Scientists had tried using this technique before, but found that the immune response was not strong enough to stop the virus. Therefore, Balazs tested whether changing the proteins on the outside of the adeno-associated virus would cause a more effective immune response. They altered the virus by adding either luciferase or 4E10 HIV neutralizing antibody, and after injecting it into mice, found one week later that their blood had a detectable amount of antibodies in it. They then took DNA from HIV infected individuals and put the part of the DNA that causes the creation of HIV antibodies (referred to as b12) into these new AAVs and injected these into mice. The mice made 100 times more antibodies than were seen in mice injected with the old AAVs.

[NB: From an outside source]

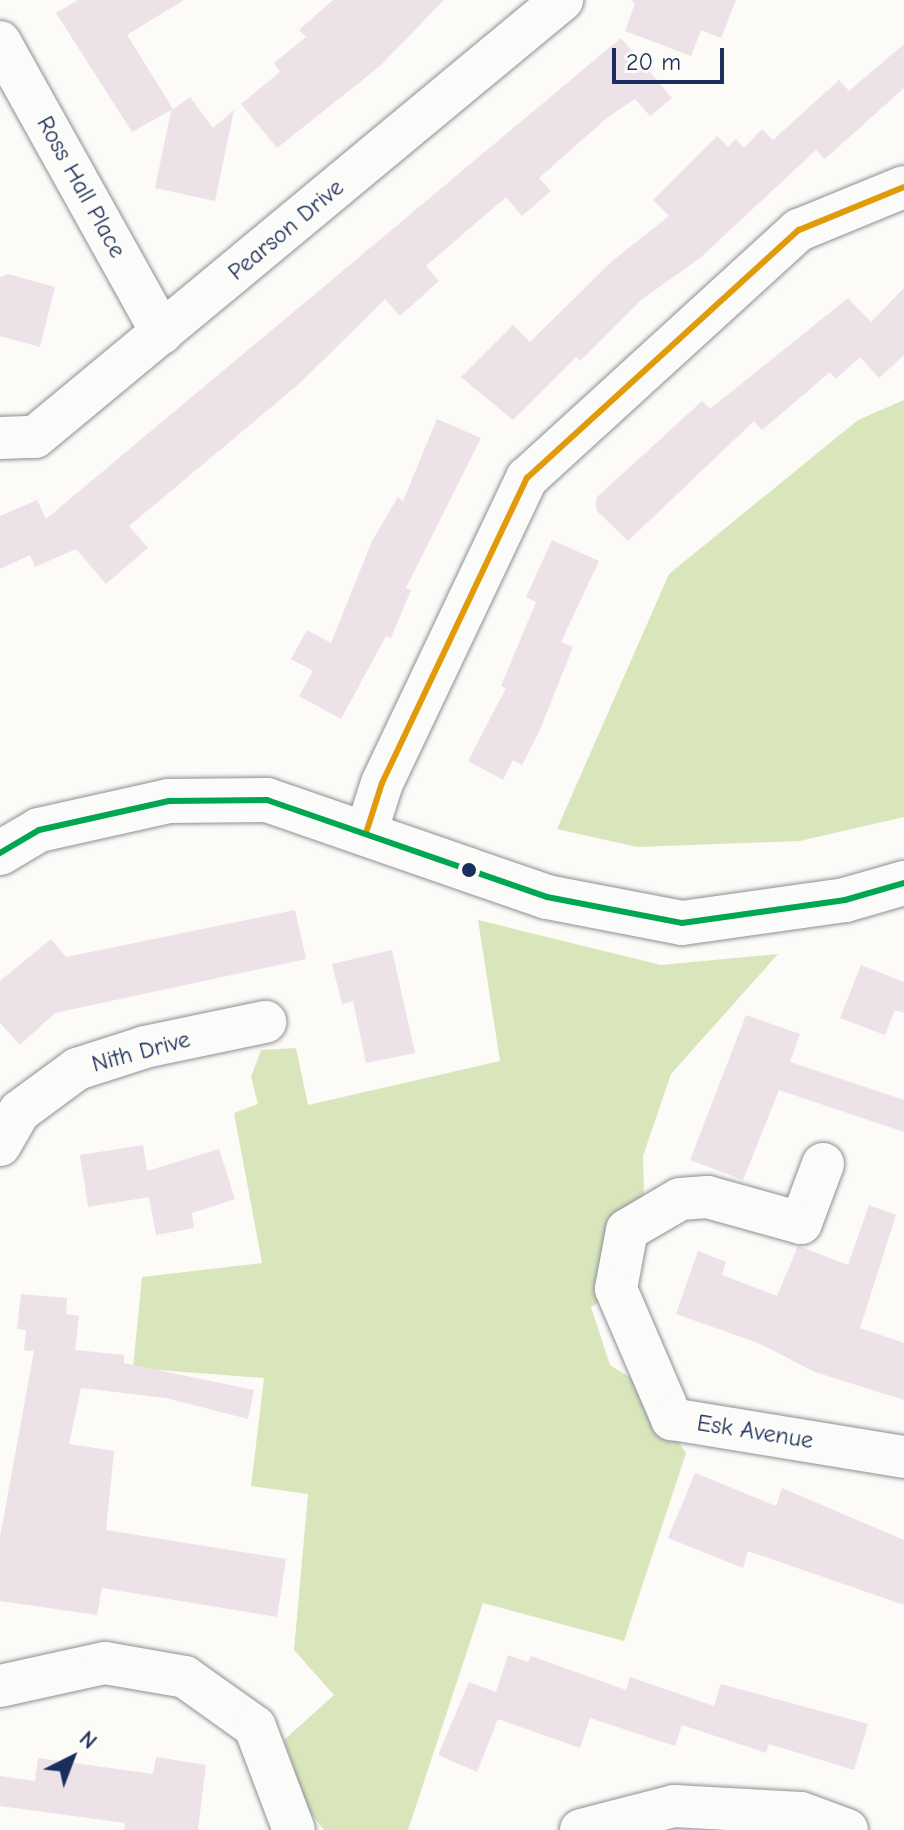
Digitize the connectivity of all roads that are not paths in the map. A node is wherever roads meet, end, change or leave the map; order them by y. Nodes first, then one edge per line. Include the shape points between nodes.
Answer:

They then tested to see if the b12 antibodies created by these AAVs would be effective at combating the HIV virus. First, mice whose immune system are composed of human immune cells were injected with either a luciferase AAV without the b12 antibody DNA or a luciferase AAV with the b12 DNA. They were then exposed to HIV and the amount of CD4+ T cells in their bodies were counted. CD4+ T cells are the immune cells that the HIV virus attacks, so a depletion of these cells would mean that the HIV virus was infecting the mice. They found that the mice given the AAV with the b12 antibody had no loss of CD4+ cell, while the other group of mice had a drastic loss of CD4+ cells. This result suggested that the AAV with the b12 antibody was effective at protecting against the virus. To test how effective this AAV was at halting HIV, the same procedure was done but with other known HIV antibodies: 2G12, 4E10, and 2F5. After injection of each of these antibodies, the amount of CD4+ cells was counted weekly, and it was seen that there was a decrease in CD4+ cells when using those antibodies, but no decrease when using the b12 antibody. This showed that while the other 3 antibodies partially protected the mice from HIV, the b12 antibody completely protected the mice. Then, it was shown that in order to deplete CD4+ T cells in mice given the b12 AAV, they needed to be injected with 100 times more HIV virus than needed to deplete CD4+ T cells in seven out of eight control mice.
These results suggest that the b12 AAV not only provided protection against HIV in humans, but that it would provide a greater level of protection than would be needed to effectively combat the disease. These results provide hopeful evidence that a vaccine protecting people against the HIV virus is possible. However, humans are not mice, and while these results seem promising, many times vaccines that provide protection in model organisms do not do the same in human recipients. It is also known that people whose immune systems are naturally able to combat the HIV virus make cells called cytotoxic T cells that are able to kill host cells infected with a virus. Since the VIP used in this research does not cause the immune system to create these cells, it may not be as effective in combating the HIV virus as a vaccine that does elicit their production.

Article:
Balazs A. B., Chem, J., Hong, C.M., Rao, D.S., Yang, L., Baltimore, D., 2011. Antibody-based protection against HIV infection by vectored immunoprophylaxis. Nature, 1-4.